Classic programming languages are exactly that: Classic. Timeless, even. Or, at least there are those that have stood the test of time, adapting and evolving to improve themselves.
That isn’t to say that there aren’t missteps here and there, but most times the language comes back better than ever.
Much like The Simpsons.
So with this kind of comparison in mind, and in honor of the release of frinkiac.com, I give to you some classic Simpsons moments that describe some cornerstone moments in the history of computer languages, containing both classic and more recent languages and technologies.
Homer and the Mysterious Old Shop Clerk
As Homer wrestles with what the old, mystical man from "Treehouse of Horror III", a similar challenge has occurred recently for many developers as they attempt to master a new paradigm: Functional programming.
For traditional developers, many come from an object-oriented background, and so attempting to wrap one's head around such a shift can be rather difficult, but in the end, there are benefits to be had.
Homer's Hunger Waits for No Timeline
Traditionally—or at least in the earlier days of web development—developing a web application or dynamic website required having a team of server-side developers as well as a team of front-end developers. Each team needed to draw upon a different set of skills in order to successfully complete these projects. And, as I am sure you can imagine, this kind of arrangement takes time.
Sometimes a long time.
Sometimes too long a time.
Thus, the time to produce quality web applications has come down significantly.
Homer Looks Beyond Simple Arrangements of Atoms
Though earlier languages such as C had made it easier to port code from one CPU architecture to the next, individual implementations of C still imposed some difficulties and headaches when trying to attempt such a port, and certainly new binaries would have to be distributed.
Java sought to put an end to such limitations by introducing a "Write Once, Run Anywhere" concept.
Although Java has had both its supporters and detractors, the language has grown to encompass a large portion of the development world and has allowed for some remarkable breakthroughs both in the language itself and the enterprise space.
Times, They Are A-Changin'!
C/C++ has and will always be cool, right?
Well, some might argue that C/C++ is in its autumn years, citing reasons such as the approximately 13 years between the last major revisions of the C++ standard in the '90s and the next published standard in 2011.

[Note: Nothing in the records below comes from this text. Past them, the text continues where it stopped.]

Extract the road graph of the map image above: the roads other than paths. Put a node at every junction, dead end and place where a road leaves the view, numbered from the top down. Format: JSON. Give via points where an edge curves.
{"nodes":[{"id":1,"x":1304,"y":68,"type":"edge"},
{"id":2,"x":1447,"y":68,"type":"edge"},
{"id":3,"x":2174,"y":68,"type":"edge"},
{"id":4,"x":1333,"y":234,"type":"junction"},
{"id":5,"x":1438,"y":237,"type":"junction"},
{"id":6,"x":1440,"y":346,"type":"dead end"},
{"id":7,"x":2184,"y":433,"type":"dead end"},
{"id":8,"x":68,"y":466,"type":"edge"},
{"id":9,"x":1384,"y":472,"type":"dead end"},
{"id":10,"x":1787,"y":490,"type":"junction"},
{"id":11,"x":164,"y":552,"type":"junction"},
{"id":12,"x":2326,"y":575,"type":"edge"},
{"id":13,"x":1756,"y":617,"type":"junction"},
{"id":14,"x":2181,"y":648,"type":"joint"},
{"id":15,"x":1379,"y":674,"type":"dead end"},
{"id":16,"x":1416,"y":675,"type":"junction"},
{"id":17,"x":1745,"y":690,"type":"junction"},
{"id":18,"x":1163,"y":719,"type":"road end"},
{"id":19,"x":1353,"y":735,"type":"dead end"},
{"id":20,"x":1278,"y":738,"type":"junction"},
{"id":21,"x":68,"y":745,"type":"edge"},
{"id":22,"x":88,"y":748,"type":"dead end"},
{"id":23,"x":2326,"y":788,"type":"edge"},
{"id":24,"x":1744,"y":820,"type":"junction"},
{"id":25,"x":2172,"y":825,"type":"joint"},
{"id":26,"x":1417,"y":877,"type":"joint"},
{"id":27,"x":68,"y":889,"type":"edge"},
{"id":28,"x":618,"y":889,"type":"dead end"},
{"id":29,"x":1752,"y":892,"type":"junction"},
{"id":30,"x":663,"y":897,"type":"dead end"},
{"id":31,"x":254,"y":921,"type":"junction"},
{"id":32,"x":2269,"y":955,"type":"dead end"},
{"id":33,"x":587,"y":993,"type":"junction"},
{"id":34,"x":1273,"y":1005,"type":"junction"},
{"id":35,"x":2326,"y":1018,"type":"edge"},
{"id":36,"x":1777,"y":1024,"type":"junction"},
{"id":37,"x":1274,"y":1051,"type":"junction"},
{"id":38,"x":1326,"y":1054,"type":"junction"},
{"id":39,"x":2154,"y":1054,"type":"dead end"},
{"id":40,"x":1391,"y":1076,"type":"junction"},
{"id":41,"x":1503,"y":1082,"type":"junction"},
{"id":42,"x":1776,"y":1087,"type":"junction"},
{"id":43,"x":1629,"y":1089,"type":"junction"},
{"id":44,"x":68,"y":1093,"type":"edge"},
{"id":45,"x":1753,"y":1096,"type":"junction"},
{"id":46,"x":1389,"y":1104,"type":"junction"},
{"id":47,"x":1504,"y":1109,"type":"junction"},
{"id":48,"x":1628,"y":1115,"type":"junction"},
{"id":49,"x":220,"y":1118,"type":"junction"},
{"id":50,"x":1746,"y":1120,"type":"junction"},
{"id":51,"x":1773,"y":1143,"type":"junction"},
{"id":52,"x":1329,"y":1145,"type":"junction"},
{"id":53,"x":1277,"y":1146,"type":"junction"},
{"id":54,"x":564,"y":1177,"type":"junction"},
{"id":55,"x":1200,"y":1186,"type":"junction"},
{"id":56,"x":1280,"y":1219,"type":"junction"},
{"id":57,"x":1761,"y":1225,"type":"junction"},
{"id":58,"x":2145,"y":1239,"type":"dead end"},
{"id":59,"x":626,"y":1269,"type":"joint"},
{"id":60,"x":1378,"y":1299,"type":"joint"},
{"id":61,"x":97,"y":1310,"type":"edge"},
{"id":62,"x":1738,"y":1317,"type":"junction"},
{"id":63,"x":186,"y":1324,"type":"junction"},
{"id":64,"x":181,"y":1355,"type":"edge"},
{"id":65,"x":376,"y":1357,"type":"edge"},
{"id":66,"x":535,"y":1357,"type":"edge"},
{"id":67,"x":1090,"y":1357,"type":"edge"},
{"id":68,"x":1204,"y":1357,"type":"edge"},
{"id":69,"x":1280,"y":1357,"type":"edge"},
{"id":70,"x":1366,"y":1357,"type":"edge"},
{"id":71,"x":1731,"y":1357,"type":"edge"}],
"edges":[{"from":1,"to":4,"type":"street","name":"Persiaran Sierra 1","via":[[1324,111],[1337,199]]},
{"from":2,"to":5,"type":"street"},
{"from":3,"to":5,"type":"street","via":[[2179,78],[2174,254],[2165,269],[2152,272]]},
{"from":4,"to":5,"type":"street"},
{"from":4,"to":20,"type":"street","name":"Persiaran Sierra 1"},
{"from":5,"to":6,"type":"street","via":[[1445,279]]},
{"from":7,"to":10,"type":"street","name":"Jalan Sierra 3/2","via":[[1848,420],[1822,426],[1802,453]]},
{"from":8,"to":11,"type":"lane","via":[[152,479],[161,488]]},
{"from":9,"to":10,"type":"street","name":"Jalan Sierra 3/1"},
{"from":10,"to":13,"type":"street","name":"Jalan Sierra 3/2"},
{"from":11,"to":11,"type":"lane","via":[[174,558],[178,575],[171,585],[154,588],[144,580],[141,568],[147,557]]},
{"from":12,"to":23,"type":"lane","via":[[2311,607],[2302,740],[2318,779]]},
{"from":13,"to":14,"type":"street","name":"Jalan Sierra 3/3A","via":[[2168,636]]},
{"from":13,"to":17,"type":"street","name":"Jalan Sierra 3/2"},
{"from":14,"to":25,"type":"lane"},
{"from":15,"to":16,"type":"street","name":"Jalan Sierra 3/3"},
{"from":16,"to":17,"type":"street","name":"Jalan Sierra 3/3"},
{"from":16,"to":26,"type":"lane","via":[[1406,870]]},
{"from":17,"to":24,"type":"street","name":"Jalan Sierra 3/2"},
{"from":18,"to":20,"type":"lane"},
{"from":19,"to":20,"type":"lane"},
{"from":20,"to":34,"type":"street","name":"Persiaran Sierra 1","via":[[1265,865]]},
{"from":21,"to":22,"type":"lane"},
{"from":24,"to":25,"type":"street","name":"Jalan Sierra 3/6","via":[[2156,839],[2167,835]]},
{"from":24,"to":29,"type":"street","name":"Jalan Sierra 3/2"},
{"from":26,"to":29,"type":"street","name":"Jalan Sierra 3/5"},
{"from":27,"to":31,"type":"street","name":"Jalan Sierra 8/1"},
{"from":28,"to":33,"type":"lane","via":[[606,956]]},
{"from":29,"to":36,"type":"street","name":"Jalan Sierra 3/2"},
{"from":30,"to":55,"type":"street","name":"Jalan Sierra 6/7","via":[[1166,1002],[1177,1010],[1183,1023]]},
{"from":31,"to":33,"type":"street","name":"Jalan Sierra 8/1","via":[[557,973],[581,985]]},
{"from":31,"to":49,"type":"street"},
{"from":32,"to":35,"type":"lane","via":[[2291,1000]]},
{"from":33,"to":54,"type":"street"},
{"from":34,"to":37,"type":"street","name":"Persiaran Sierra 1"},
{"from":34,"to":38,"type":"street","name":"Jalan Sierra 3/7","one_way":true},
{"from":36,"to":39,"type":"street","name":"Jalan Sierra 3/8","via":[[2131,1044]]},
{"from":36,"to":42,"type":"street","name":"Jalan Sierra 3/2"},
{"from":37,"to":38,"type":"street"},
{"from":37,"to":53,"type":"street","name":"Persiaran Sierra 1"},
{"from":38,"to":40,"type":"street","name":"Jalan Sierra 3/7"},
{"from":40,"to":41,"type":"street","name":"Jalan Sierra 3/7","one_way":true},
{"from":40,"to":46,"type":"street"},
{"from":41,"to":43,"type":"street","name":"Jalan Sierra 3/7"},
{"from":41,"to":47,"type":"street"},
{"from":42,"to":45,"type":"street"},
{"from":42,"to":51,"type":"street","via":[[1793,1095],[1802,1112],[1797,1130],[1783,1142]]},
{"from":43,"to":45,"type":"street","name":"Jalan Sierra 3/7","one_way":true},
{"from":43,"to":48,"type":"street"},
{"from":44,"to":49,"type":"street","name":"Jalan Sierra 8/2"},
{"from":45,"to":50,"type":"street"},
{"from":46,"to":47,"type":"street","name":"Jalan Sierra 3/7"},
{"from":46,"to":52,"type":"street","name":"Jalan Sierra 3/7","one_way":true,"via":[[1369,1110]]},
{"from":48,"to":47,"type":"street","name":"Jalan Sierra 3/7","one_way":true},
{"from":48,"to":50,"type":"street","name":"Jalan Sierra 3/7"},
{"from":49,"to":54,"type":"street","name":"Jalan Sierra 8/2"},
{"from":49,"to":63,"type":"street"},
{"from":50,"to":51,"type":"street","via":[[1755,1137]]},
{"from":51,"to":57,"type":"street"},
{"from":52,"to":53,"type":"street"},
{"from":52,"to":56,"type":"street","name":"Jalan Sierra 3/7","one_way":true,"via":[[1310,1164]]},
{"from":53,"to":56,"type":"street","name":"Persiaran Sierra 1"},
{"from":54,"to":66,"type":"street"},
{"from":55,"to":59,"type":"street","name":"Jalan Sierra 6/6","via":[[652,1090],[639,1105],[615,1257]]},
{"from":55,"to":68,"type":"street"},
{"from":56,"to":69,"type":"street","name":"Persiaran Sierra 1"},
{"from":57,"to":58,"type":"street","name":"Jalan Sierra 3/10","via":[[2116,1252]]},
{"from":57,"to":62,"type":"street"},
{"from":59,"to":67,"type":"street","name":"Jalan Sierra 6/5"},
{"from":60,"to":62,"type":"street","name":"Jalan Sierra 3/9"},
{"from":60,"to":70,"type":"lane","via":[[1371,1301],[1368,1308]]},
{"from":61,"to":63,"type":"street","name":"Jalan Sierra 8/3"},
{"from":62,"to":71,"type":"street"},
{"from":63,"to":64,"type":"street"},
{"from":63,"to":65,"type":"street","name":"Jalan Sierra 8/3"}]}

(Yes, there was a revision in 2003, but it was minor in comparison to C++11, as it came to be called.)
Others might also observe the push to have Swift replace Objective-C as the iOS platform’s "langue de choix."

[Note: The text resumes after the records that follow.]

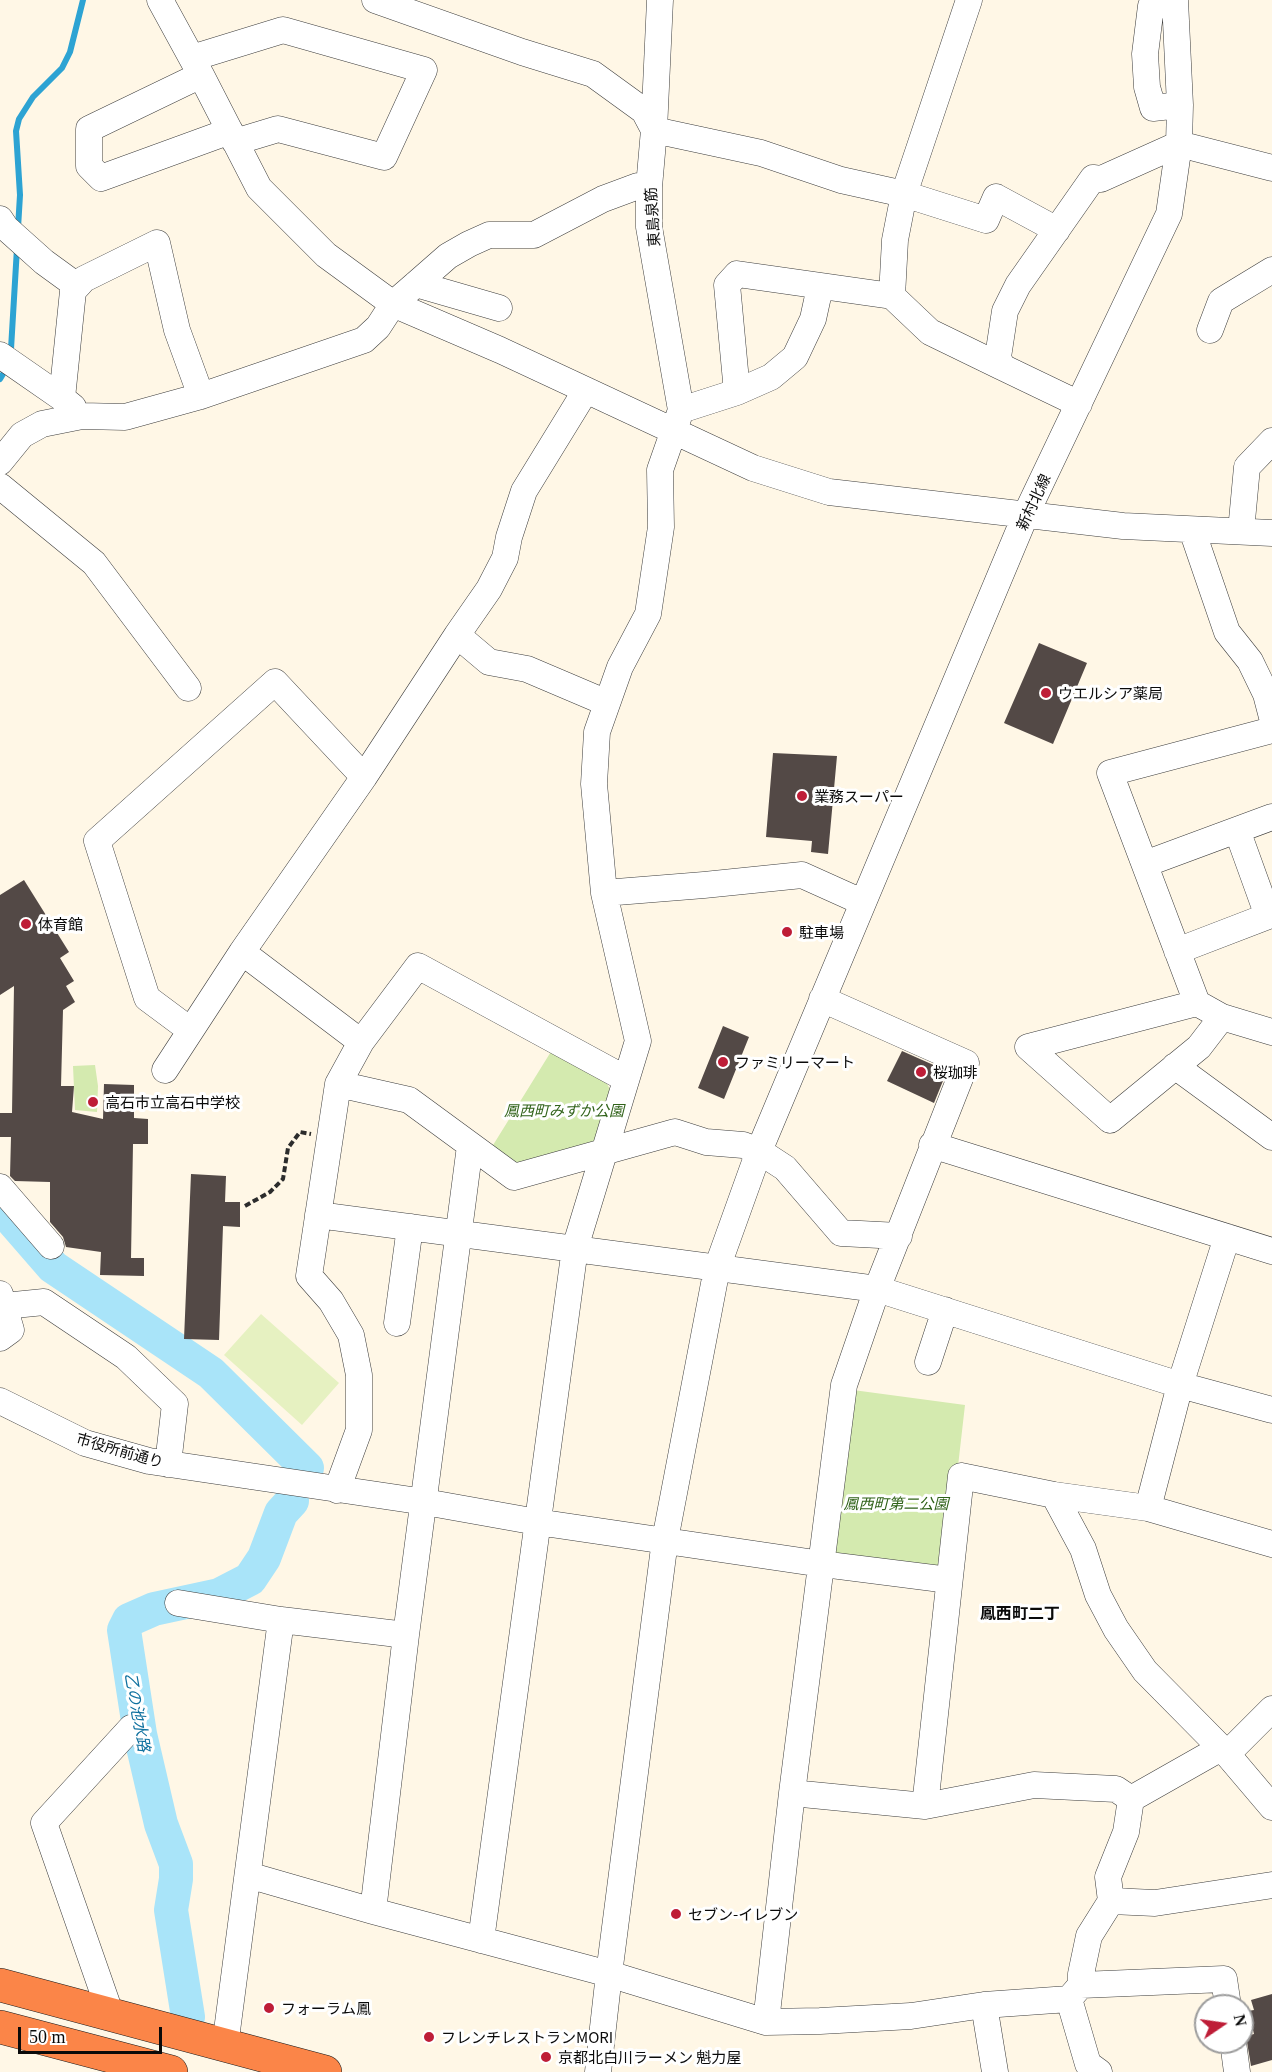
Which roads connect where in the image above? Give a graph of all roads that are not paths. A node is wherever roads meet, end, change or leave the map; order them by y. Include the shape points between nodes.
1 (160, 0) edge
2 (375, 0) edge
3 (660, 0) edge
4 (969, 0) edge
5 (1175, 2) edge
6 (197, 66) junction
7 (654, 130) junction
8 (232, 136) junction
9 (1179, 144) junction
10 (1272, 168) edge
11 (649, 187) junction
12 (904, 194) junction
13 (0, 219) edge
14 (1057, 230) junction
15 (1272, 270) edge
16 (416, 284) junction
17 (77, 286) junction
18 (820, 287) junction
19 (892, 296) junction
20 (393, 304) junction
21 (499, 308) dead end
22 (1210, 330) dead end
23 (4, 361) edge
24 (1002, 367) junction
25 (586, 390) junction
26 (737, 392) junction
27 (201, 396) junction
28 (62, 398) junction
29 (1079, 404) junction
30 (82, 416) junction
31 (677, 420) junction
32 (1272, 441) edge
33 (0, 462) edge
34 (0, 486) edge
35 (1026, 514) junction
36 (1192, 530) junction
37 (1241, 531) junction
38 (1272, 533) edge
39 (457, 635) junction
40 (188, 688) dead end
41 (1270, 700) edge
42 (607, 703) junction
43 (1272, 730) edge
44 (364, 777) junction
45 (1272, 817) edge
46 (1237, 830) junction
47 (1145, 864) junction
48 (603, 893) junction
49 (862, 902) junction
50 (1177, 951) junction
51 (242, 952) junction
52 (823, 996) junction
53 (1197, 1003) junction
54 (1222, 1017) junction
55 (190, 1030) junction
56 (1272, 1032) edge
57 (361, 1042) junction
58 (1175, 1066) junction
59 (165, 1070) dead end
60 (626, 1079) junction
61 (338, 1084) junction
62 (1272, 1137) edge
63 (932, 1145) junction
64 (470, 1146) junction
65 (604, 1150) junction
66 (759, 1150) junction
67 (0, 1188) edge
68 (318, 1215) junction
69 (410, 1227) junction
70 (459, 1233) junction
71 (899, 1236) junction
72 (1227, 1238) junction
73 (51, 1246) dead end
74 (575, 1248) junction
75 (1272, 1251) edge
76 (717, 1268) junction
77 (877, 1289) junction
78 (2, 1300) edge
79 (945, 1311) junction
80 (397, 1323) dead end
81 (0, 1338) edge
82 (928, 1362) dead end
83 (1180, 1385) junction
84 (0, 1401) edge
85 (1272, 1410) edge
86 (168, 1464) junction
87 (338, 1490) junction
88 (1054, 1495) junction
89 (425, 1502) junction
90 (1148, 1508) junction
91 (537, 1522) junction
92 (665, 1540) junction
93 (1272, 1544) edge
94 (822, 1564) junction
95 (949, 1580) junction
96 (178, 1603) dead end
97 (280, 1620) junction
98 (406, 1635) junction
99 (1272, 1708) edge
100 (132, 1728) dead end
101 (1224, 1751) junction
102 (792, 1793) junction
103 (1131, 1799) junction
104 (925, 1806) junction
105 (1272, 1807) edge
106 (248, 1875) junction
107 (1272, 1885) edge
108 (1111, 1901) junction
109 (373, 1911) junction
110 (481, 1940) junction
111 (609, 1974) junction
112 (0, 1985) edge
113 (1075, 1992) junction
114 (1226, 1994) edge
115 (984, 2006) junction
116 (111, 2015) junction
117 (766, 2022) junction
118 (0, 2027) edge
119 (225, 2046) junction
120 (1235, 2054) edge
121 (118, 2068) edge
122 (171, 2072) edge
123 (325, 2072) edge
124 (598, 2072) edge
125 (995, 2072) edge
126 (1099, 2072) edge
127 (1237, 2072) edge

1 - 6 street
2 - 7 street via 593,74 644,111
3 - 7 street, 東島泉筋
4 - 12 street
5 - 9 street, 新村北線
6 - 8 street
6 - 8 street via 89,129 89,166 101,178
6 - 8 street via 283,30 424,70 384,157 278,129
7 - 11 street, 東島泉筋
7 - 12 street via 761,153 841,180
8 - 20 street via 259,188 326,255
9 - 10 street
9 - 14 street via 1101,179 1093,178
9 - 29 street, 新村北線 via 1169,214
11 - 16 street via 638,186 603,199 534,234 489,235 448,256
11 - 31 street, 東島泉筋 via 649,227
12 - 14 street via 986,220 996,197
12 - 19 street via 895,240
13 - 17 street via 44,262
14 - 24 street via 1018,285 1005,311 998,357
15 - 22 street via 1221,301
16 - 20 street
16 - 21 street
17 - 27 street via 158,243 177,330
17 - 28 street via 73,291
18 - 19 street
18 - 26 street via 813,319 795,357 771,377
18 - 26 street via 737,274 728,285
19 - 24 street via 930,332
20 - 25 street
20 - 27 street via 364,340
23 - 28 street
24 - 29 street
25 - 31 street
25 - 39 street via 524,491 505,558 489,590
26 - 31 street
27 - 30 street via 125,417
28 - 30 street
29 - 35 street, 新村北線
30 - 33 street via 42,424 22,435
31 - 35 street via 753,468 829,492
31 - 42 street via 660,470 661,527 648,614 620,667
32 - 37 street via 1247,467
34 - 40 street via 94,563
35 - 36 street
35 - 49 street, 新村北線
36 - 37 street
36 - 41 street via 1227,632 1250,661
37 - 38 street
39 - 42 street via 489,662 527,669
39 - 44 street
42 - 48 street via 597,732 594,784
43 - 47 street via 1110,773
44 - 51 street
44 - 55 street via 275,682 97,841 147,998
45 - 46 street
46 - 47 street
46 - 50 street via 1268,916
47 - 50 street
48 - 49 street via 802,875
48 - 60 street via 638,1041
49 - 52 street, 新村北線
50 - 53 street
51 - 55 street
51 - 57 street
52 - 63 street via 966,1063
52 - 66 street, 新村北線
53 - 54 street
53 - 58 street via 1028,1047 1110,1120
54 - 56 street
54 - 58 street via 1199,1047
55 - 59 street
57 - 60 street via 418,966
57 - 61 street
58 - 62 street
60 - 65 street
61 - 64 street via 409,1100
61 - 68 street
63 - 71 street
63 - 72 street
64 - 65 street via 514,1177
64 - 70 street
65 - 66 street via 675,1132 706,1142
65 - 74 street
66 - 71 street via 785,1168 841,1233
66 - 76 street, 新村北線
67 - 73 street
68 - 69 street
68 - 87 street via 309,1276 331,1301 351,1335 360,1375 358,1430
69 - 70 street
69 - 80 street
70 - 74 street
70 - 89 street
71 - 77 street
72 - 75 street
72 - 83 street
74 - 76 street
74 - 91 street
76 - 77 street
76 - 92 street, 新村北線
77 - 79 street
77 - 94 street via 844,1384
78 - 81 street via 11,1330
78 - 86 street via 44,1302 126,1357 174,1404
79 - 82 street
79 - 83 street
83 - 85 street
83 - 90 street
84 - 86 street, 市役所前通り via 85,1443
86 - 87 street, 市役所前通り
87 - 89 street, 市役所前通り
88 - 90 street
88 - 95 street via 961,1476
88 - 101 street via 1083,1549 1098,1594 1116,1629 1145,1671
89 - 91 street, 市役所前通り
89 - 98 street
90 - 93 street
91 - 92 street, 市役所前通り
91 - 110 street
92 - 94 street, 市役所前通り
92 - 111 street, 新村北線
94 - 95 street, 市役所前通り
94 - 102 street
95 - 104 street
96 - 97 street
97 - 98 street
97 - 106 street
98 - 109 street
99 - 101 street
100 - 116 street via 44,1823
101 - 103 street
101 - 105 street
102 - 104 street
102 - 117 street
103 - 104 street via 1116,1789 1034,1785
103 - 108 street via 1126,1832 1108,1877
106 - 109 street
106 - 119 street
107 - 108 street via 1155,1903
108 - 113 street via 1089,1936
109 - 110 street
110 - 111 street
111 - 117 street
111 - 124 street, 新村北線
112 - 116 highway
113 - 114 street via 1224,1979
113 - 115 street
113 - 126 street via 1088,2064
115 - 117 street via 911,2016
115 - 125 street
116 - 119 highway
118 - 121 highway
119 - 123 highway
120 - 127 street
121 - 122 highway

Is the C/C++-family of languages falling into disfavor?
Homer the Hero
In the 1980s and early 1990s, hobbyist programming was not nearly as widespread and common as it is today. Although there were a fair few reasons, not the least of which was the lack of an affordable compiler and/or IDE.
Microsoft and Borland turned that around with the release of the Visual C/C++ (later Visual Studio) and Turbo C compilers/IDEs, respectively, for the most common home platforms, namely DOS and, later, Windows. By introducing these compiler packages and setting them at a fairly reasonable price point, the reach of the already-popular C/C++ language extended now to a greater number of hobbyist developers.